From what I have heard about the coherence times in those devices, I honestly do not believe there is anything going on that will lead to speed-ups over classical systems, and I don’t see how DWave can compete with silicon technology without such a speed up. Superconducting electronics is simply so much harder to do.
On the other hand, I do admire the DWave approach of simply trying to build ambitious devices as quickly as possible, and I do believe that something like that is needed to produce a large scale QC. The academic efforts are different to an industrial R&D approach, in that academics are usually interested in doing interesting science along the way, which certainly slows things down. Additionally, the funding situation certainly favours more incremental approaches. If anyone wanted to give me $100m to build a QC as quickly as possible without slowing to explore interesting physics along the way, I’d jump at the challenge. I’d love to see a QC, and certainly have some ideas about how we should go about building one.

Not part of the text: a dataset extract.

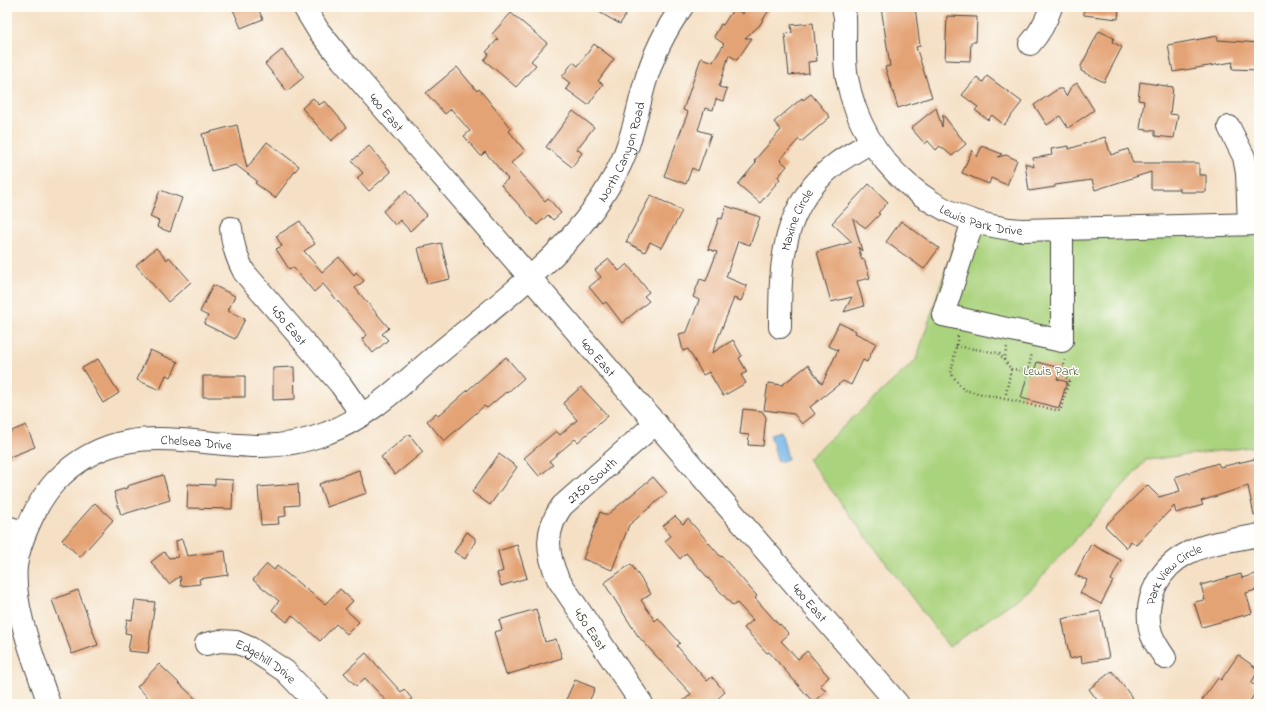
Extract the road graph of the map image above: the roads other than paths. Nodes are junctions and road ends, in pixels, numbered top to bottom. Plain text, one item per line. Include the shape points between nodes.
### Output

The problem is that I very strongly believe DWave has picked the wrong model. The qubits are far too noisy. Superconducting qubits, though, I think are a very good way to go, but you need qubits to be below threshold first (and some are already!). The adversarial stance to the academic community isn’t helpful either. We really aren’t the enemy (hey, you used to be one of us!). I guess many of us are simply aware that the DWave approach will probably fail, and having DWave thrash or discount so much of the academic research that is taking place. The most successful approaches so far are ions and quantum optics, and DWave has demonstrated any ability to perform anything equivalent to the quantum algorithms demonstrated in these set-ups. The optimization tasks really aren’t much evidence because they degrade gracefully to a classical approach as the noise is increased.
So I have no animosity towards DWave, I am just convinced that the approach being taken at the moment won’t succeed in building a real quantum computer. Don’t get me wrong, I would seriously consider industry if I thought the approach would actually yield a QC, and support any efforts in that direction.
Lastly, as regards the whole NP question, this is actually an incredibly important question. If P=NP, then there is no public key crypto, among many other consequences. This is true also if BQP=NP, and we can actually build scalable QCs.
Anyway, please don’t take this as adversarial. I only meant it as a defense of my stance, and not a criticism of yours.
Joe,
Please support your assertion that D-Wave’s qubits are noisy, in light of:
http://arxiv.org/abs/0909.4321
[Physical Review B 81, 134510 (2010)]
http://arxiv.org/abs/0812.0378
[Phys. Rev. B 79 060509 (2009)]
http://arxiv.org/abs/0712.0838
[Phys. Rev. Lett. 101, 117003 (2008)]
http://arxiv.org/abs/1006.0028
etc.
Hi Joe,
Thanks for the comments. I appreciate your viewpoint and the work that you do in this area.
A couple of personal thoughts:
I think that superconducting processors could be very useful, even if we can’t use them to build QCs. For example, I can’t think of any way to build a truly 3-dimensional conventional processor without a serious overheating problem (if anyone has found a way around this I’d love to know!). Yet superconducting processors could be a good candidate. Just imagine the intrinsic connectivity gain you could get with a fully 3D processor block! 🙂
Superconducting electronics is only harder to do because the technology isn’t as mature. If we threw half as much money at it as we do at the semiconductor industry I think it could be very promising. Unfortunately the problem with disruptive technologies is that they have to not only prove their own worth, but so much so that they dislodge the competition. That is difficult, but I don’t think that it is hopeless. There could be many new avenues opened up by such a pursuit.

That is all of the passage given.